I don't know if this is actually influencing twitter's thinking, but I
certainly found the idea interesting.

This article I simply found annoying, because the tone is almost haughty while
the content demonstrates the author didn't understand (or maybe care about?)
the point of the article he referenced.

------
arfrank
I think the poster answers his own question of how twitter will make money.

He says "In other words, what happens if hundreds of businesses are created
using Twitter’s API but the entity supporting them – Twitter – can’t make
revenue or, at least, enough revenue to be viable."

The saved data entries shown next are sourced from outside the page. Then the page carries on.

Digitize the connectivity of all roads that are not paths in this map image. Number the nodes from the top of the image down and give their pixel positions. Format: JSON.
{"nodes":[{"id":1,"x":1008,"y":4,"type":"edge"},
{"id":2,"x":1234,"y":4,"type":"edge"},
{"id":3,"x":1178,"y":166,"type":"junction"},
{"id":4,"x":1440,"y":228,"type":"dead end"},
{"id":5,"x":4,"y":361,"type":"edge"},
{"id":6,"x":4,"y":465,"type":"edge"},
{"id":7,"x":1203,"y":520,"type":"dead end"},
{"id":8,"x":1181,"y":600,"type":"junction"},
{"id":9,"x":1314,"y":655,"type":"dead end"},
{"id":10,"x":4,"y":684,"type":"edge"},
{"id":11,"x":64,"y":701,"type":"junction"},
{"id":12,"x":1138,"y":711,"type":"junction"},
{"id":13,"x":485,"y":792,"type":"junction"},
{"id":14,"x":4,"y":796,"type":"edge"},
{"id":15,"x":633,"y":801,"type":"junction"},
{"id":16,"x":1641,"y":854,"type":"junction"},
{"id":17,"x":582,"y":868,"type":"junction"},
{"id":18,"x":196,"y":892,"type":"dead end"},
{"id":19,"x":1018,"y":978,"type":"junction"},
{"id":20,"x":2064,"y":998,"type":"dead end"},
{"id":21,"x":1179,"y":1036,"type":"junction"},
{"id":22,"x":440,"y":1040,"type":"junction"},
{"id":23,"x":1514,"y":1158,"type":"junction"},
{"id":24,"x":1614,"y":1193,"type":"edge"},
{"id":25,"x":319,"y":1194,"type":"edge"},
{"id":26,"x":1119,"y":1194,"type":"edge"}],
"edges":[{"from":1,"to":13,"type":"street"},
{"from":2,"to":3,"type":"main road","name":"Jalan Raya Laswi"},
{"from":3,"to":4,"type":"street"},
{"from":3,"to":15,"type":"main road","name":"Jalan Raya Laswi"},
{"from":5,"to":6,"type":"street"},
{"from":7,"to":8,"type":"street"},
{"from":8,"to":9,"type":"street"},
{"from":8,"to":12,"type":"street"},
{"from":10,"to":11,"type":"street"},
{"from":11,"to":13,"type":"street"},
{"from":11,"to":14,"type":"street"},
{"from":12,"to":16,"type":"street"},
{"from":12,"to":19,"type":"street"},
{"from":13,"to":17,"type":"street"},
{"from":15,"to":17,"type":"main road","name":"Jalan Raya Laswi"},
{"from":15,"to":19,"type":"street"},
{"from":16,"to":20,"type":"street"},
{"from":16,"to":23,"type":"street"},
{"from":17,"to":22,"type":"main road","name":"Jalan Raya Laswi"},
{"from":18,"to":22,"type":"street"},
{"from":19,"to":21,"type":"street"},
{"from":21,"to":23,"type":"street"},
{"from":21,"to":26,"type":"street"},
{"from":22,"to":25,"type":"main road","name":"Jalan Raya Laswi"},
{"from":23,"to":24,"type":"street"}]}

Why not monetize the API, and do it to the extent that heavy users pay a
heavier burden. Give away some free access every month, but once an app hits
some critical mass and hopefully becomes profitable, then start sharing in the
money. Twitter is at the point that if it were to do this, there would be some
backlash, but it certainly wouldn't be an end for them. It would just drive
all the "Feeder" companies to figure out how to make money quicker.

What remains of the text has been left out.